Give back all of the records exactly.

[Stored items]
[Start of section]
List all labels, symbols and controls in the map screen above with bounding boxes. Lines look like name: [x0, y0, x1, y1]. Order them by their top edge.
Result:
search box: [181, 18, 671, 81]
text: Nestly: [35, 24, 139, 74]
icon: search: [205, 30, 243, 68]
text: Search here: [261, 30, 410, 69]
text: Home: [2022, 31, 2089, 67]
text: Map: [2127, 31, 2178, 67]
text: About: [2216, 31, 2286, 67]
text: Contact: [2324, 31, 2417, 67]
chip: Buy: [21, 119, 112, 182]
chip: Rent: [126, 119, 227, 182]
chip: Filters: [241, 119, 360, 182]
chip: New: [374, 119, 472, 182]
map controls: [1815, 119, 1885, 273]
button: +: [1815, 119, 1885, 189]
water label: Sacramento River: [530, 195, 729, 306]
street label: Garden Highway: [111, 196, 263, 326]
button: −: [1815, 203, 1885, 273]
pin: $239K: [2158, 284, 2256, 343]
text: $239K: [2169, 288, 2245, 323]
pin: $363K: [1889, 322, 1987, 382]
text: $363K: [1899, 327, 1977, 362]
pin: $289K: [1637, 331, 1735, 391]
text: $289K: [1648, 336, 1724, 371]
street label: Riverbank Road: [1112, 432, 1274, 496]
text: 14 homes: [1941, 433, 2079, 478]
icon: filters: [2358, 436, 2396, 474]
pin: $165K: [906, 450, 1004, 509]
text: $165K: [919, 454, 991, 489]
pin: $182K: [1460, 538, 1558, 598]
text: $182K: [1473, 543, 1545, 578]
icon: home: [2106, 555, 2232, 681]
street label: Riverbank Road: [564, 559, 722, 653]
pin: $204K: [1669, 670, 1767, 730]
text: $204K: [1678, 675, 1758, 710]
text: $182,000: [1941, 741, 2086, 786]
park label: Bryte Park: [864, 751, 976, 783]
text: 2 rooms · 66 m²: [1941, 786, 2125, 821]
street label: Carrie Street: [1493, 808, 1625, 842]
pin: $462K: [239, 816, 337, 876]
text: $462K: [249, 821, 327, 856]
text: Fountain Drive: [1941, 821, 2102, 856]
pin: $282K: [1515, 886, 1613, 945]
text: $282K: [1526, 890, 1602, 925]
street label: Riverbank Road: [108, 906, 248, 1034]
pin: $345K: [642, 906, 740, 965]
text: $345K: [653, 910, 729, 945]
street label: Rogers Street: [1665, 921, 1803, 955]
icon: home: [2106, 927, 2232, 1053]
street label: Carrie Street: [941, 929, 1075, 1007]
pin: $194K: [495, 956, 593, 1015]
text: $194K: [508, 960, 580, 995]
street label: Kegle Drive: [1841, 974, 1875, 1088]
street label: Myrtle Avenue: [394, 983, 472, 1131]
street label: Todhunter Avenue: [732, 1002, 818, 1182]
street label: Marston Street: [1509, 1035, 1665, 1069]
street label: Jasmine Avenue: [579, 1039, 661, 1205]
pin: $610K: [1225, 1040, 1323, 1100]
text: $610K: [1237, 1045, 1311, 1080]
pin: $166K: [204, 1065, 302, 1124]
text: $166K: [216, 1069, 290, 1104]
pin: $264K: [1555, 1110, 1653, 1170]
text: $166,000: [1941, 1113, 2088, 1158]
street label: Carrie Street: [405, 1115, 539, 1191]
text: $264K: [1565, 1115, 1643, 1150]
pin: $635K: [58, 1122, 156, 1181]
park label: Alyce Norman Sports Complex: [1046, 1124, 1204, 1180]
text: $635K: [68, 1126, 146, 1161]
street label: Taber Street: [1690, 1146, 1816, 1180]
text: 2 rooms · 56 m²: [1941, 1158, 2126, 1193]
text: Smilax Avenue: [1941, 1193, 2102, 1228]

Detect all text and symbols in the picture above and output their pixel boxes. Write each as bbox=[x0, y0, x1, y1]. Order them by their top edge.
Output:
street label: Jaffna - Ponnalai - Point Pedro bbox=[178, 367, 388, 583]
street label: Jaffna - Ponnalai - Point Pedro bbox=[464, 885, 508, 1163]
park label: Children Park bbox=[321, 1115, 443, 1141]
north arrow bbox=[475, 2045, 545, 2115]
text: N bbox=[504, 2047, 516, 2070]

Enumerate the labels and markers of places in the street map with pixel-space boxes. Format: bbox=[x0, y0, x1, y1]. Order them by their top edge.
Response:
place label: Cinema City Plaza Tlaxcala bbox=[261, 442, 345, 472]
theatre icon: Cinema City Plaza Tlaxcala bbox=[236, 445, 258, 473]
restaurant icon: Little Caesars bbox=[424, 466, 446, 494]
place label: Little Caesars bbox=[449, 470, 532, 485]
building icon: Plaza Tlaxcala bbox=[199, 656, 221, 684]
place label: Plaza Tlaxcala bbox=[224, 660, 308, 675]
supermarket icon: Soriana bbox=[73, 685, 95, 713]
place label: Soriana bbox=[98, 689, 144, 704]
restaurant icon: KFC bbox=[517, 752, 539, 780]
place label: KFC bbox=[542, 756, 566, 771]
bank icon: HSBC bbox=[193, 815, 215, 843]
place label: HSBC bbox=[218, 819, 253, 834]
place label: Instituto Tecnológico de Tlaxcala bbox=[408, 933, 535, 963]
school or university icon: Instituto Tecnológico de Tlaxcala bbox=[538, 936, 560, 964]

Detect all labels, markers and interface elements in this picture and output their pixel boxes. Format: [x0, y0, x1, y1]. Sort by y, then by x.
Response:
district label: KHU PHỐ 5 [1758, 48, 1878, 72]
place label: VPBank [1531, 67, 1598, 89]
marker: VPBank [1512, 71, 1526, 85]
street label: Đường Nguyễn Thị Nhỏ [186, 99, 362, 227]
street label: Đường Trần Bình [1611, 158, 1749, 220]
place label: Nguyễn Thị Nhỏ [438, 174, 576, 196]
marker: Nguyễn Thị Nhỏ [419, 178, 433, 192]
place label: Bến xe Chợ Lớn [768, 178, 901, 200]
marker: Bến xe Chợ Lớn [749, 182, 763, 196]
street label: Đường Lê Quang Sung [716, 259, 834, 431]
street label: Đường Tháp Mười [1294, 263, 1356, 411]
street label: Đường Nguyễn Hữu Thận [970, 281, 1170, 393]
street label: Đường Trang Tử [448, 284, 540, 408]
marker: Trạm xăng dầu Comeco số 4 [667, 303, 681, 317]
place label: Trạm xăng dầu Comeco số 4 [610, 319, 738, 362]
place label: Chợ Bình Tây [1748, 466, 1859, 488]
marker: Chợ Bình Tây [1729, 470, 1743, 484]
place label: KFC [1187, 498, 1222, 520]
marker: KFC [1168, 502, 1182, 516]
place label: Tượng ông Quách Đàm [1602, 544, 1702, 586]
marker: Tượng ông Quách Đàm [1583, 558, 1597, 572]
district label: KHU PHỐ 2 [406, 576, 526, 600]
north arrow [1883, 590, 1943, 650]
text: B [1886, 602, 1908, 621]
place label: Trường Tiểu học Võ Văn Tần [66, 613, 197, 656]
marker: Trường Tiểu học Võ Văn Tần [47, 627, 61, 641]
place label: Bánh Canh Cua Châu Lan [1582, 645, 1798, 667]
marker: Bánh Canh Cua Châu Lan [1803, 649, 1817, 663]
[End of section]
● RESULT FOR THIS EXERCISE:
List all labels, symbols and controls in the map screen above with bounding boxes. Lines look like name: [x0, y0, x1, y1]. Order them by their top edge.
Result:
search box: [181, 18, 671, 81]
text: Nestly: [35, 24, 139, 74]
icon: search: [205, 30, 243, 68]
text: Search here: [261, 30, 410, 69]
text: Home: [2022, 31, 2089, 67]
text: Map: [2127, 31, 2178, 67]
text: About: [2216, 31, 2286, 67]
text: Contact: [2324, 31, 2417, 67]
chip: Buy: [21, 119, 112, 182]
chip: Rent: [126, 119, 227, 182]
chip: Filters: [241, 119, 360, 182]
chip: New: [374, 119, 472, 182]
map controls: [1815, 119, 1885, 273]
button: +: [1815, 119, 1885, 189]
water label: Sacramento River: [530, 195, 729, 306]
street label: Garden Highway: [111, 196, 263, 326]
button: −: [1815, 203, 1885, 273]
pin: $239K: [2158, 284, 2256, 343]
text: $239K: [2169, 288, 2245, 323]
pin: $363K: [1889, 322, 1987, 382]
text: $363K: [1899, 327, 1977, 362]
pin: $289K: [1637, 331, 1735, 391]
text: $289K: [1648, 336, 1724, 371]
street label: Riverbank Road: [1112, 432, 1274, 496]
text: 14 homes: [1941, 433, 2079, 478]
icon: filters: [2358, 436, 2396, 474]
pin: $165K: [906, 450, 1004, 509]
text: $165K: [919, 454, 991, 489]
pin: $182K: [1460, 538, 1558, 598]
text: $182K: [1473, 543, 1545, 578]
icon: home: [2106, 555, 2232, 681]
street label: Riverbank Road: [564, 559, 722, 653]
pin: $204K: [1669, 670, 1767, 730]
text: $204K: [1678, 675, 1758, 710]
text: $182,000: [1941, 741, 2086, 786]
park label: Bryte Park: [864, 751, 976, 783]
text: 2 rooms · 66 m²: [1941, 786, 2125, 821]
street label: Carrie Street: [1493, 808, 1625, 842]
pin: $462K: [239, 816, 337, 876]
text: $462K: [249, 821, 327, 856]
text: Fountain Drive: [1941, 821, 2102, 856]
pin: $282K: [1515, 886, 1613, 945]
text: $282K: [1526, 890, 1602, 925]
street label: Riverbank Road: [108, 906, 248, 1034]
pin: $345K: [642, 906, 740, 965]
text: $345K: [653, 910, 729, 945]
street label: Rogers Street: [1665, 921, 1803, 955]
icon: home: [2106, 927, 2232, 1053]
street label: Carrie Street: [941, 929, 1075, 1007]
pin: $194K: [495, 956, 593, 1015]
text: $194K: [508, 960, 580, 995]
street label: Kegle Drive: [1841, 974, 1875, 1088]
street label: Myrtle Avenue: [394, 983, 472, 1131]
street label: Todhunter Avenue: [732, 1002, 818, 1182]
street label: Marston Street: [1509, 1035, 1665, 1069]
street label: Jasmine Avenue: [579, 1039, 661, 1205]
pin: $610K: [1225, 1040, 1323, 1100]
text: $610K: [1237, 1045, 1311, 1080]
pin: $166K: [204, 1065, 302, 1124]
text: $166K: [216, 1069, 290, 1104]
pin: $264K: [1555, 1110, 1653, 1170]
text: $166,000: [1941, 1113, 2088, 1158]
street label: Carrie Street: [405, 1115, 539, 1191]
text: $264K: [1565, 1115, 1643, 1150]
pin: $635K: [58, 1122, 156, 1181]
park label: Alyce Norman Sports Complex: [1046, 1124, 1204, 1180]
text: $635K: [68, 1126, 146, 1161]
street label: Taber Street: [1690, 1146, 1816, 1180]
text: 2 rooms · 56 m²: [1941, 1158, 2126, 1193]
text: Smilax Avenue: [1941, 1193, 2102, 1228]

Detect all text and symbols in the picture above and output their pixel boxes. Write each as bbox=[x0, y0, x1, y1]. Order them by their top edge.
Output:
street label: Jaffna - Ponnalai - Point Pedro bbox=[178, 367, 388, 583]
street label: Jaffna - Ponnalai - Point Pedro bbox=[464, 885, 508, 1163]
park label: Children Park bbox=[321, 1115, 443, 1141]
north arrow bbox=[475, 2045, 545, 2115]
text: N bbox=[504, 2047, 516, 2070]

Enumerate the labels and markers of places in the street map with pixel-space boxes. Format: bbox=[x0, y0, x1, y1]. Order them by their top edge.
Response:
place label: Cinema City Plaza Tlaxcala bbox=[261, 442, 345, 472]
theatre icon: Cinema City Plaza Tlaxcala bbox=[236, 445, 258, 473]
restaurant icon: Little Caesars bbox=[424, 466, 446, 494]
place label: Little Caesars bbox=[449, 470, 532, 485]
building icon: Plaza Tlaxcala bbox=[199, 656, 221, 684]
place label: Plaza Tlaxcala bbox=[224, 660, 308, 675]
supermarket icon: Soriana bbox=[73, 685, 95, 713]
place label: Soriana bbox=[98, 689, 144, 704]
restaurant icon: KFC bbox=[517, 752, 539, 780]
place label: KFC bbox=[542, 756, 566, 771]
bank icon: HSBC bbox=[193, 815, 215, 843]
place label: HSBC bbox=[218, 819, 253, 834]
place label: Instituto Tecnológico de Tlaxcala bbox=[408, 933, 535, 963]
school or university icon: Instituto Tecnológico de Tlaxcala bbox=[538, 936, 560, 964]

Detect all labels, markers and interface elements in this picture and output their pixel boxes. Format: [x0, y0, x1, y1]. Sort by y, then by x.
Response:
district label: KHU PHỐ 5 [1758, 48, 1878, 72]
place label: VPBank [1531, 67, 1598, 89]
marker: VPBank [1512, 71, 1526, 85]
street label: Đường Nguyễn Thị Nhỏ [186, 99, 362, 227]
street label: Đường Trần Bình [1611, 158, 1749, 220]
place label: Nguyễn Thị Nhỏ [438, 174, 576, 196]
marker: Nguyễn Thị Nhỏ [419, 178, 433, 192]
place label: Bến xe Chợ Lớn [768, 178, 901, 200]
marker: Bến xe Chợ Lớn [749, 182, 763, 196]
street label: Đường Lê Quang Sung [716, 259, 834, 431]
street label: Đường Tháp Mười [1294, 263, 1356, 411]
street label: Đường Nguyễn Hữu Thận [970, 281, 1170, 393]
street label: Đường Trang Tử [448, 284, 540, 408]
marker: Trạm xăng dầu Comeco số 4 [667, 303, 681, 317]
place label: Trạm xăng dầu Comeco số 4 [610, 319, 738, 362]
place label: Chợ Bình Tây [1748, 466, 1859, 488]
marker: Chợ Bình Tây [1729, 470, 1743, 484]
place label: KFC [1187, 498, 1222, 520]
marker: KFC [1168, 502, 1182, 516]
place label: Tượng ông Quách Đàm [1602, 544, 1702, 586]
marker: Tượng ông Quách Đàm [1583, 558, 1597, 572]
district label: KHU PHỐ 2 [406, 576, 526, 600]
north arrow [1883, 590, 1943, 650]
text: B [1886, 602, 1908, 621]
place label: Trường Tiểu học Võ Văn Tần [66, 613, 197, 656]
marker: Trường Tiểu học Võ Văn Tần [47, 627, 61, 641]
place label: Bánh Canh Cua Châu Lan [1582, 645, 1798, 667]
marker: Bánh Canh Cua Châu Lan [1803, 649, 1817, 663]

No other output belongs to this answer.